_About this exercise_: Each line of the records below needs repeating exactly. Skip the pictures.

*** Opening The data ***

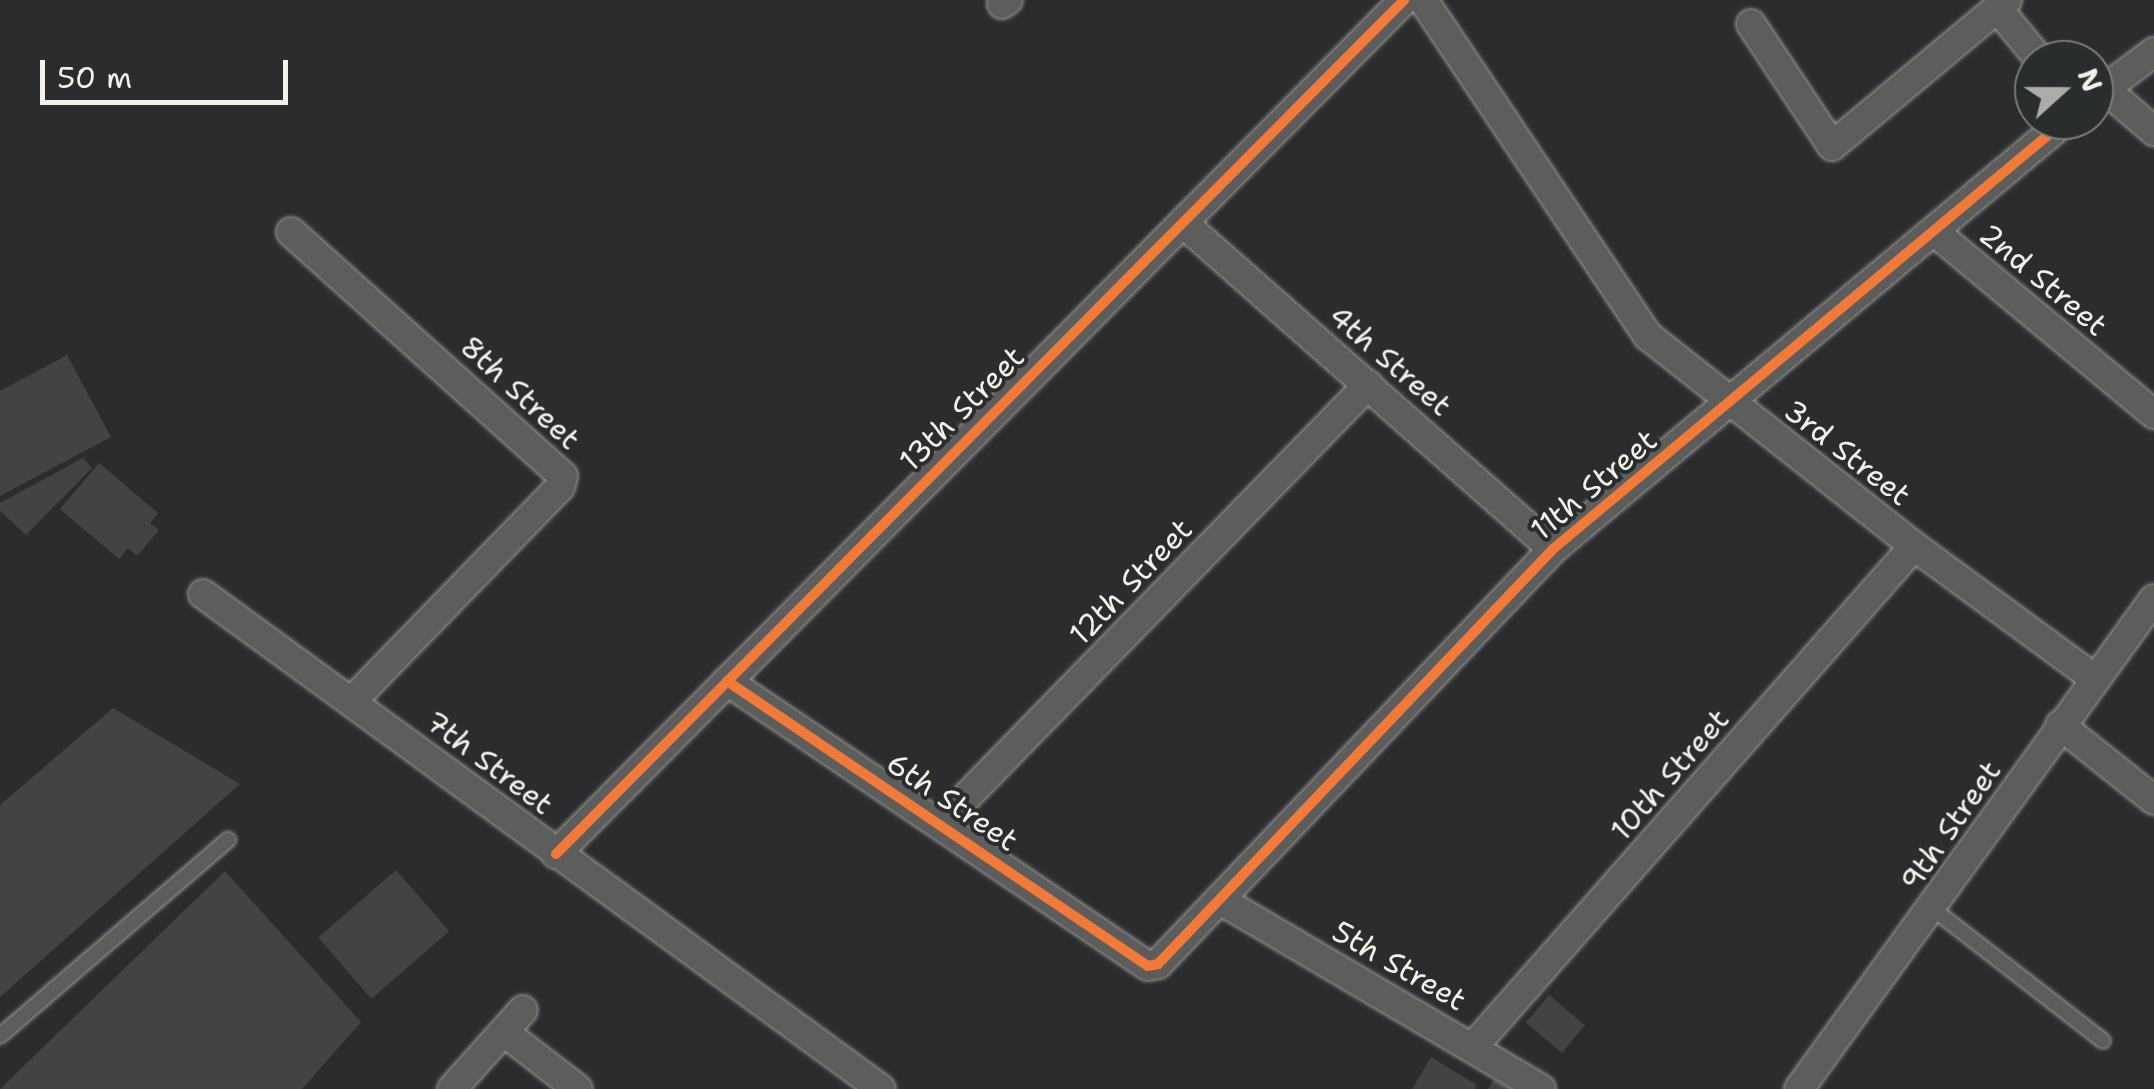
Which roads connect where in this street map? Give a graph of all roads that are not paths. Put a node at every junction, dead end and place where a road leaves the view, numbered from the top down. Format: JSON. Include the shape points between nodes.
{"nodes":[{"id":1,"x":1404,"y":0,"type":"edge"},
{"id":2,"x":1422,"y":0,"type":"edge"},
{"id":3,"x":2002,"y":4,"type":"edge"},
{"id":4,"x":1752,"y":24,"type":"dead end"},
{"id":5,"x":2026,"y":40,"type":"edge"},
{"id":6,"x":2154,"y":52,"type":"edge"},
{"id":7,"x":2114,"y":82,"type":"edge"},
{"id":8,"x":2114,"y":103,"type":"edge"},
{"id":9,"x":2154,"y":131,"type":"edge"},
{"id":10,"x":2043,"y":140,"type":"edge"},
{"id":11,"x":1183,"y":223,"type":"junction"},
{"id":12,"x":291,"y":232,"type":"dead end"},
{"id":13,"x":1937,"y":234,"type":"junction"},
{"id":14,"x":1368,"y":385,"type":"junction"},
{"id":15,"x":1730,"y":403,"type":"junction"},
{"id":16,"x":2154,"y":414,"type":"edge"},
{"id":17,"x":1914,"y":546,"type":"junction"},
{"id":18,"x":1553,"y":549,"type":"junction"},
{"id":19,"x":203,"y":594,"type":"dead end"},
{"id":20,"x":2154,"y":598,"type":"edge"},
{"id":21,"x":2094,"y":678,"type":"junction"},
{"id":22,"x":726,"y":681,"type":"junction"},
{"id":23,"x":352,"y":701,"type":"junction"},
{"id":24,"x":2060,"y":725,"type":"junction"},
{"id":25,"x":2154,"y":800,"type":"edge"},
{"id":26,"x":941,"y":823,"type":"junction"},
{"id":27,"x":228,"y":840,"type":"dead end"},
{"id":28,"x":556,"y":854,"type":"junction"},
{"id":29,"x":1222,"y":901,"type":"junction"},
{"id":30,"x":1933,"y":909,"type":"junction"},
{"id":31,"x":1148,"y":966,"type":"joint"},
{"id":32,"x":523,"y":1010,"type":"dead end"},
{"id":33,"x":504,"y":1032,"type":"junction"},
{"id":34,"x":0,"y":1036,"type":"edge"},
{"id":35,"x":2102,"y":1041,"type":"dead end"},
{"id":36,"x":1474,"y":1046,"type":"junction"},
{"id":37,"x":452,"y":1089,"type":"edge"},
{"id":38,"x":578,"y":1089,"type":"edge"},
{"id":39,"x":881,"y":1089,"type":"edge"},
{"id":40,"x":1541,"y":1089,"type":"edge"},
{"id":41,"x":1799,"y":1089,"type":"edge"}],
"edges":[{"from":1,"to":11,"type":"street","name":"13th Street"},
{"from":2,"to":15,"type":"street","name":"3rd Street","via":[[1627,312]]},
{"from":3,"to":4,"type":"street","via":[[1832,146],[1822,140]]},
{"from":3,"to":5,"type":"street"},
{"from":6,"to":7,"type":"street"},
{"from":8,"to":9,"type":"street"},
{"from":10,"to":13,"type":"street","name":"11th Street"},
{"from":11,"to":14,"type":"street","name":"4th Street"},
{"from":11,"to":22,"type":"street","name":"13th Street"},
{"from":12,"to":23,"type":"street","name":"8th Street","via":[[563,476],[560,488]]},
{"from":13,"to":15,"type":"street","name":"11th Street"},
{"from":13,"to":16,"type":"street","name":"2nd Street"},
{"from":14,"to":18,"type":"street","name":"4th Street"},
{"from":14,"to":26,"type":"street","name":"12th Street"},
{"from":15,"to":17,"type":"street","name":"3rd Street"},
{"from":15,"to":18,"type":"street","name":"11th Street"},
{"from":17,"to":21,"type":"street","name":"3rd Street"},
{"from":17,"to":36,"type":"street","name":"10th Street"},
{"from":18,"to":29,"type":"street","name":"11th Street"},
{"from":19,"to":23,"type":"street","name":"7th Street"},
{"from":20,"to":21,"type":"street","name":"9th Street"},
{"from":21,"to":24,"type":"street","name":"9th Street"},
{"from":22,"to":26,"type":"street","name":"6th Street"},
{"from":22,"to":28,"type":"street","name":"13th Street"},
{"from":23,"to":28,"type":"street","name":"7th Street"},
{"from":24,"to":25,"type":"street"},
{"from":24,"to":30,"type":"street","name":"9th Street"},
{"from":26,"to":31,"type":"street","name":"6th Street"},
{"from":27,"to":34,"type":"lane"},
{"from":28,"to":39,"type":"street","name":"7th Street"},
{"from":29,"to":31,"type":"street","name":"11th Street","via":[[1168,958]]},
{"from":29,"to":36,"type":"street","name":"5th Street"},
{"from":30,"to":35,"type":"lane"},
{"from":30,"to":41,"type":"street","name":"9th Street"},
{"from":32,"to":33,"type":"street"},
{"from":33,"to":37,"type":"street"},
{"from":33,"to":38,"type":"street"},
{"from":36,"to":40,"type":"street","name":"5th Street"}]}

*** Closing The data ***

_Response area_:
Which roads connect where in this street map? Give a graph of all roads that are not paths. Put a node at every junction, dead end and place where a road leaves the view, numbered from the top down. Format: JSON. Include the shape points between nodes.
{"nodes":[{"id":1,"x":1404,"y":0,"type":"edge"},
{"id":2,"x":1422,"y":0,"type":"edge"},
{"id":3,"x":2002,"y":4,"type":"edge"},
{"id":4,"x":1752,"y":24,"type":"dead end"},
{"id":5,"x":2026,"y":40,"type":"edge"},
{"id":6,"x":2154,"y":52,"type":"edge"},
{"id":7,"x":2114,"y":82,"type":"edge"},
{"id":8,"x":2114,"y":103,"type":"edge"},
{"id":9,"x":2154,"y":131,"type":"edge"},
{"id":10,"x":2043,"y":140,"type":"edge"},
{"id":11,"x":1183,"y":223,"type":"junction"},
{"id":12,"x":291,"y":232,"type":"dead end"},
{"id":13,"x":1937,"y":234,"type":"junction"},
{"id":14,"x":1368,"y":385,"type":"junction"},
{"id":15,"x":1730,"y":403,"type":"junction"},
{"id":16,"x":2154,"y":414,"type":"edge"},
{"id":17,"x":1914,"y":546,"type":"junction"},
{"id":18,"x":1553,"y":549,"type":"junction"},
{"id":19,"x":203,"y":594,"type":"dead end"},
{"id":20,"x":2154,"y":598,"type":"edge"},
{"id":21,"x":2094,"y":678,"type":"junction"},
{"id":22,"x":726,"y":681,"type":"junction"},
{"id":23,"x":352,"y":701,"type":"junction"},
{"id":24,"x":2060,"y":725,"type":"junction"},
{"id":25,"x":2154,"y":800,"type":"edge"},
{"id":26,"x":941,"y":823,"type":"junction"},
{"id":27,"x":228,"y":840,"type":"dead end"},
{"id":28,"x":556,"y":854,"type":"junction"},
{"id":29,"x":1222,"y":901,"type":"junction"},
{"id":30,"x":1933,"y":909,"type":"junction"},
{"id":31,"x":1148,"y":966,"type":"joint"},
{"id":32,"x":523,"y":1010,"type":"dead end"},
{"id":33,"x":504,"y":1032,"type":"junction"},
{"id":34,"x":0,"y":1036,"type":"edge"},
{"id":35,"x":2102,"y":1041,"type":"dead end"},
{"id":36,"x":1474,"y":1046,"type":"junction"},
{"id":37,"x":452,"y":1089,"type":"edge"},
{"id":38,"x":578,"y":1089,"type":"edge"},
{"id":39,"x":881,"y":1089,"type":"edge"},
{"id":40,"x":1541,"y":1089,"type":"edge"},
{"id":41,"x":1799,"y":1089,"type":"edge"}],
"edges":[{"from":1,"to":11,"type":"street","name":"13th Street"},
{"from":2,"to":15,"type":"street","name":"3rd Street","via":[[1627,312]]},
{"from":3,"to":4,"type":"street","via":[[1832,146],[1822,140]]},
{"from":3,"to":5,"type":"street"},
{"from":6,"to":7,"type":"street"},
{"from":8,"to":9,"type":"street"},
{"from":10,"to":13,"type":"street","name":"11th Street"},
{"from":11,"to":14,"type":"street","name":"4th Street"},
{"from":11,"to":22,"type":"street","name":"13th Street"},
{"from":12,"to":23,"type":"street","name":"8th Street","via":[[563,476],[560,488]]},
{"from":13,"to":15,"type":"street","name":"11th Street"},
{"from":13,"to":16,"type":"street","name":"2nd Street"},
{"from":14,"to":18,"type":"street","name":"4th Street"},
{"from":14,"to":26,"type":"street","name":"12th Street"},
{"from":15,"to":17,"type":"street","name":"3rd Street"},
{"from":15,"to":18,"type":"street","name":"11th Street"},
{"from":17,"to":21,"type":"street","name":"3rd Street"},
{"from":17,"to":36,"type":"street","name":"10th Street"},
{"from":18,"to":29,"type":"street","name":"11th Street"},
{"from":19,"to":23,"type":"street","name":"7th Street"},
{"from":20,"to":21,"type":"street","name":"9th Street"},
{"from":21,"to":24,"type":"street","name":"9th Street"},
{"from":22,"to":26,"type":"street","name":"6th Street"},
{"from":22,"to":28,"type":"street","name":"13th Street"},
{"from":23,"to":28,"type":"street","name":"7th Street"},
{"from":24,"to":25,"type":"street"},
{"from":24,"to":30,"type":"street","name":"9th Street"},
{"from":26,"to":31,"type":"street","name":"6th Street"},
{"from":27,"to":34,"type":"lane"},
{"from":28,"to":39,"type":"street","name":"7th Street"},
{"from":29,"to":31,"type":"street","name":"11th Street","via":[[1168,958]]},
{"from":29,"to":36,"type":"street","name":"5th Street"},
{"from":30,"to":35,"type":"lane"},
{"from":30,"to":41,"type":"street","name":"9th Street"},
{"from":32,"to":33,"type":"street"},
{"from":33,"to":37,"type":"street"},
{"from":33,"to":38,"type":"street"},
{"from":36,"to":40,"type":"street","name":"5th Street"}]}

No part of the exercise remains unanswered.